Source information
Start of Block

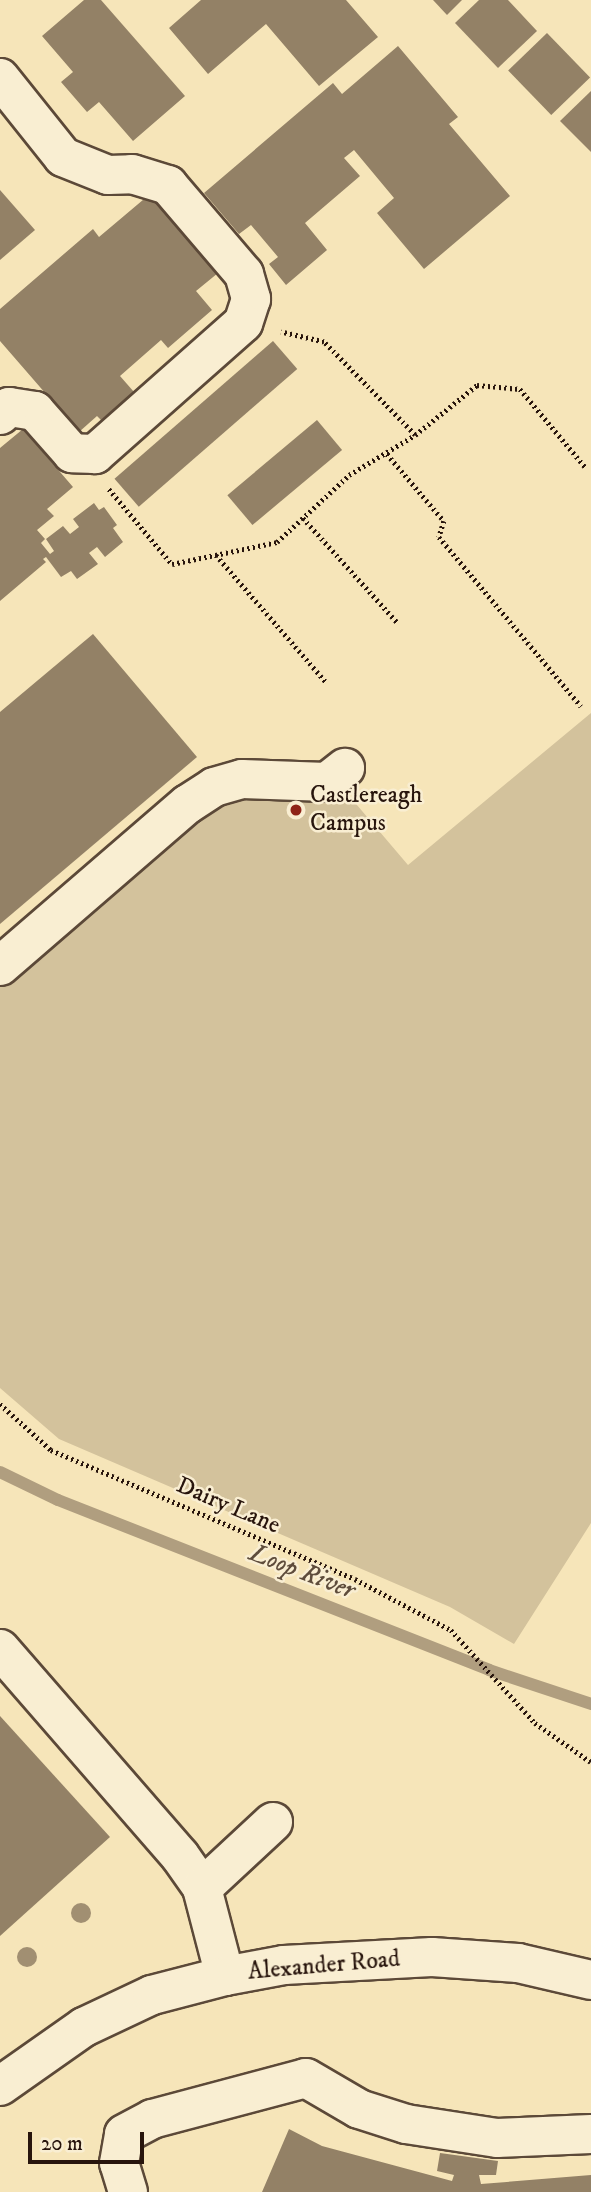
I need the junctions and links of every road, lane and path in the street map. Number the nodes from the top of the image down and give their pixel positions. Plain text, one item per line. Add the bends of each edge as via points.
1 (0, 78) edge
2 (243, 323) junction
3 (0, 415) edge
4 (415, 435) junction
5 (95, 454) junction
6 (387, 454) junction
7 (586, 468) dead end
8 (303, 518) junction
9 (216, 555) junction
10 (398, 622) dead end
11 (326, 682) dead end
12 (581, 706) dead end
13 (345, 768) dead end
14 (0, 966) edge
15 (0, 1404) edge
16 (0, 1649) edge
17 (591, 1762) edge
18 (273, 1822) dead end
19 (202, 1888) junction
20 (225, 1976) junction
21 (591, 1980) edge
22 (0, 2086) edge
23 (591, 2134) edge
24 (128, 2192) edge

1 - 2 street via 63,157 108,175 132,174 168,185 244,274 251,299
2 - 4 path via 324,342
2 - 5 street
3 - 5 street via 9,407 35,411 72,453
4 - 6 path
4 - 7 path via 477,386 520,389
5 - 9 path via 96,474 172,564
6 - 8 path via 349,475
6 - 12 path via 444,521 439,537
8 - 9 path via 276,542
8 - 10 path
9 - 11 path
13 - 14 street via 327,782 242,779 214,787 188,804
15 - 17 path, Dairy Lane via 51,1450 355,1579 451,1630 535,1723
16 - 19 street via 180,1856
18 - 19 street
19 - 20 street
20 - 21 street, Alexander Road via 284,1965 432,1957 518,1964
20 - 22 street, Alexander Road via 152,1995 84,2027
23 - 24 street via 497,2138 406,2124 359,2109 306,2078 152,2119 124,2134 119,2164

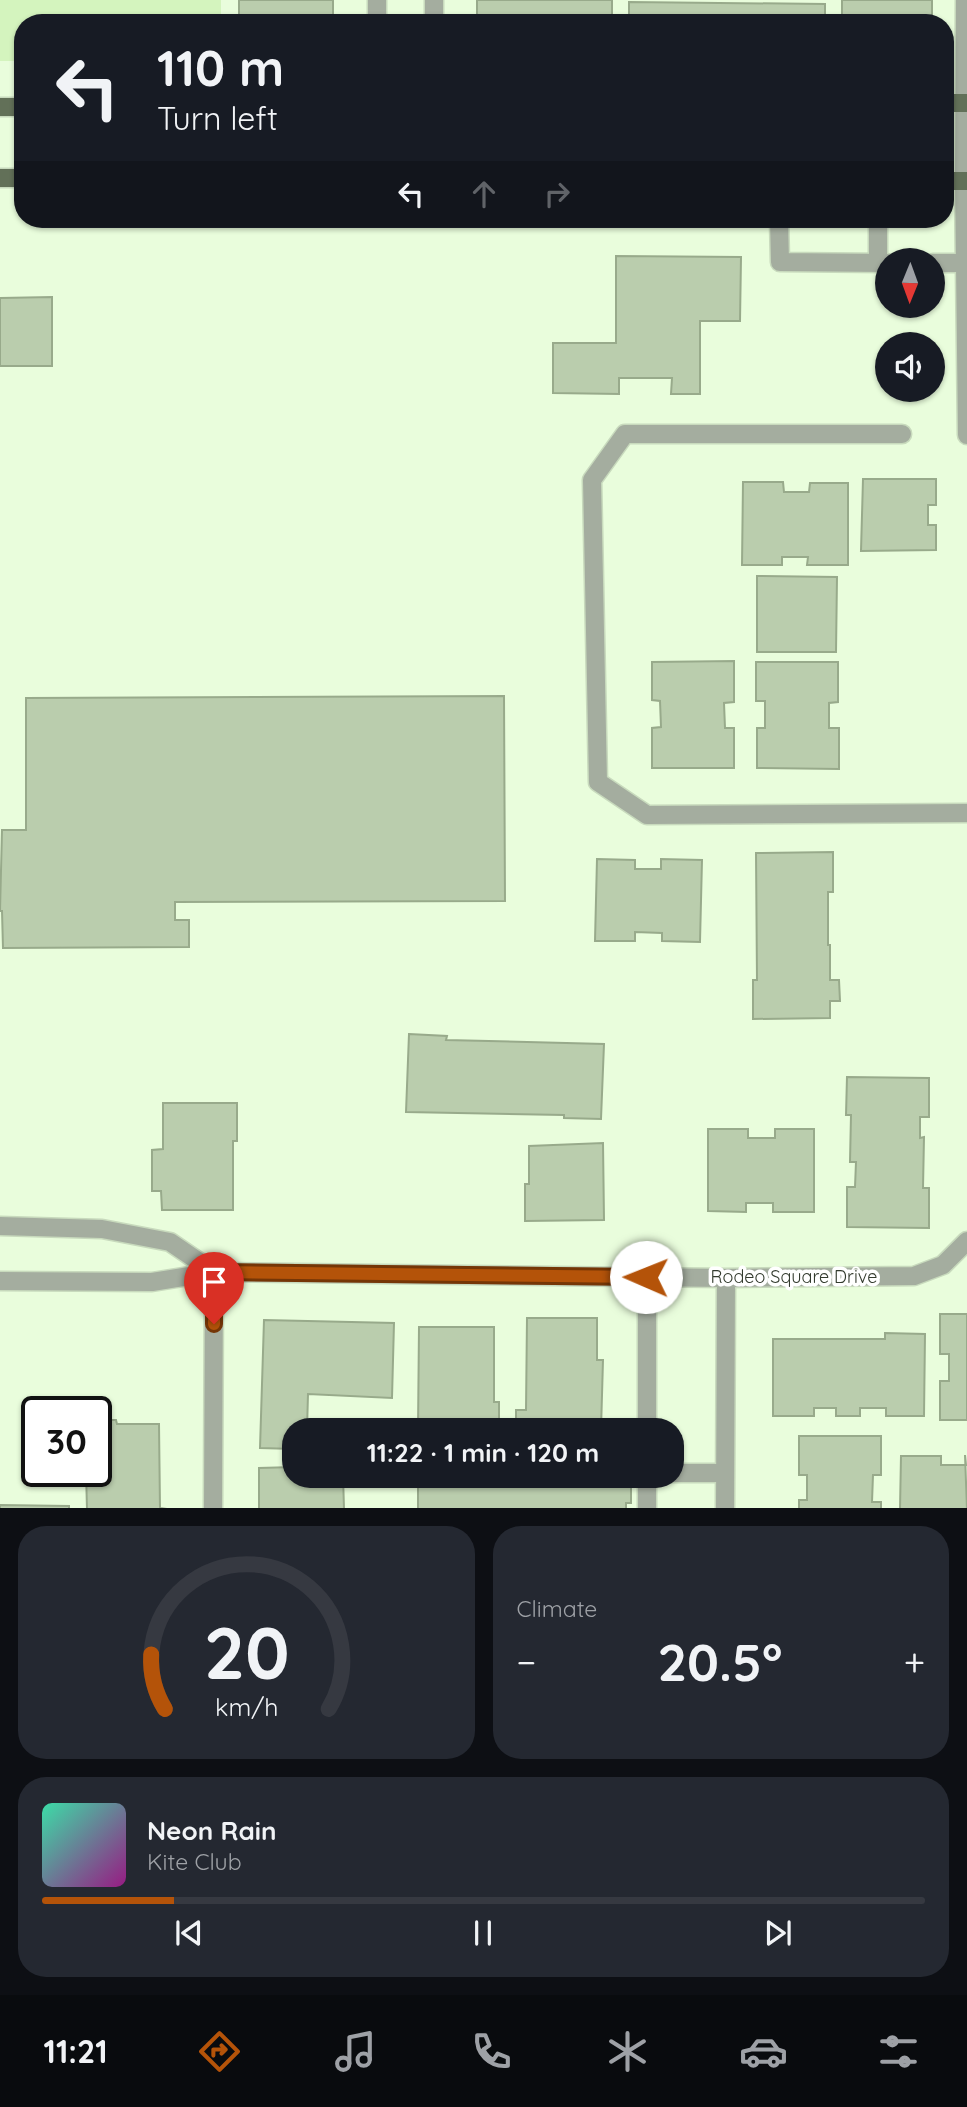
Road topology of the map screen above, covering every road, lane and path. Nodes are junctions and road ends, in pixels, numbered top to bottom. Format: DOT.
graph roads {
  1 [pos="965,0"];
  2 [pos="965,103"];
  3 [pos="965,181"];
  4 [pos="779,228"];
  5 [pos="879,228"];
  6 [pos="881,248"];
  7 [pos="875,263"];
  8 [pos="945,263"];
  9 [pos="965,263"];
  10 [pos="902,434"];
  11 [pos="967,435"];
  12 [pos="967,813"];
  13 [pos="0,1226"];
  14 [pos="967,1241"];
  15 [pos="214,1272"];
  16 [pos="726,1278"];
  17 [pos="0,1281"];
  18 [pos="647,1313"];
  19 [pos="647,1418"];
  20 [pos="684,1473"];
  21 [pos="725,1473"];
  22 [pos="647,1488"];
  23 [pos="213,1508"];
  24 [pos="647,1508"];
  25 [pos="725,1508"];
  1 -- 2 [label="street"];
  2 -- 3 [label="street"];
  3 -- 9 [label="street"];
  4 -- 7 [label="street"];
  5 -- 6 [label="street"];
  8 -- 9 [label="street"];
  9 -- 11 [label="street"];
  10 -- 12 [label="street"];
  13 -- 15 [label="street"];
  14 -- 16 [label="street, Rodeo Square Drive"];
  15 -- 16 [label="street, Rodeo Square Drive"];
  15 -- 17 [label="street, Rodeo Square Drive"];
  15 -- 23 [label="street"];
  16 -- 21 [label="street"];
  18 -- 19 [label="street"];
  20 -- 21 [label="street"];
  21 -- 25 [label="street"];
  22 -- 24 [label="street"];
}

End of Block

Without the pictures, give every line above again exactly.

I need the junctions and links of every road, lane and path in the street map. Number the nodes from the top of the image down and give their pixel positions. Plain text, one item per line. Add the bends of each edge as via points.
1 (0, 78) edge
2 (243, 323) junction
3 (0, 415) edge
4 (415, 435) junction
5 (95, 454) junction
6 (387, 454) junction
7 (586, 468) dead end
8 (303, 518) junction
9 (216, 555) junction
10 (398, 622) dead end
11 (326, 682) dead end
12 (581, 706) dead end
13 (345, 768) dead end
14 (0, 966) edge
15 (0, 1404) edge
16 (0, 1649) edge
17 (591, 1762) edge
18 (273, 1822) dead end
19 (202, 1888) junction
20 (225, 1976) junction
21 (591, 1980) edge
22 (0, 2086) edge
23 (591, 2134) edge
24 (128, 2192) edge

1 - 2 street via 63,157 108,175 132,174 168,185 244,274 251,299
2 - 4 path via 324,342
2 - 5 street
3 - 5 street via 9,407 35,411 72,453
4 - 6 path
4 - 7 path via 477,386 520,389
5 - 9 path via 96,474 172,564
6 - 8 path via 349,475
6 - 12 path via 444,521 439,537
8 - 9 path via 276,542
8 - 10 path
9 - 11 path
13 - 14 street via 327,782 242,779 214,787 188,804
15 - 17 path, Dairy Lane via 51,1450 355,1579 451,1630 535,1723
16 - 19 street via 180,1856
18 - 19 street
19 - 20 street
20 - 21 street, Alexander Road via 284,1965 432,1957 518,1964
20 - 22 street, Alexander Road via 152,1995 84,2027
23 - 24 street via 497,2138 406,2124 359,2109 306,2078 152,2119 124,2134 119,2164

Road topology of the map screen above, covering every road, lane and path. Nodes are junctions and road ends, in pixels, numbered top to bottom. Format: DOT.
graph roads {
  1 [pos="965,0"];
  2 [pos="965,103"];
  3 [pos="965,181"];
  4 [pos="779,228"];
  5 [pos="879,228"];
  6 [pos="881,248"];
  7 [pos="875,263"];
  8 [pos="945,263"];
  9 [pos="965,263"];
  10 [pos="902,434"];
  11 [pos="967,435"];
  12 [pos="967,813"];
  13 [pos="0,1226"];
  14 [pos="967,1241"];
  15 [pos="214,1272"];
  16 [pos="726,1278"];
  17 [pos="0,1281"];
  18 [pos="647,1313"];
  19 [pos="647,1418"];
  20 [pos="684,1473"];
  21 [pos="725,1473"];
  22 [pos="647,1488"];
  23 [pos="213,1508"];
  24 [pos="647,1508"];
  25 [pos="725,1508"];
  1 -- 2 [label="street"];
  2 -- 3 [label="street"];
  3 -- 9 [label="street"];
  4 -- 7 [label="street"];
  5 -- 6 [label="street"];
  8 -- 9 [label="street"];
  9 -- 11 [label="street"];
  10 -- 12 [label="street"];
  13 -- 15 [label="street"];
  14 -- 16 [label="street, Rodeo Square Drive"];
  15 -- 16 [label="street, Rodeo Square Drive"];
  15 -- 17 [label="street, Rodeo Square Drive"];
  15 -- 23 [label="street"];
  16 -- 21 [label="street"];
  18 -- 19 [label="street"];
  20 -- 21 [label="street"];
  21 -- 25 [label="street"];
  22 -- 24 [label="street"];
}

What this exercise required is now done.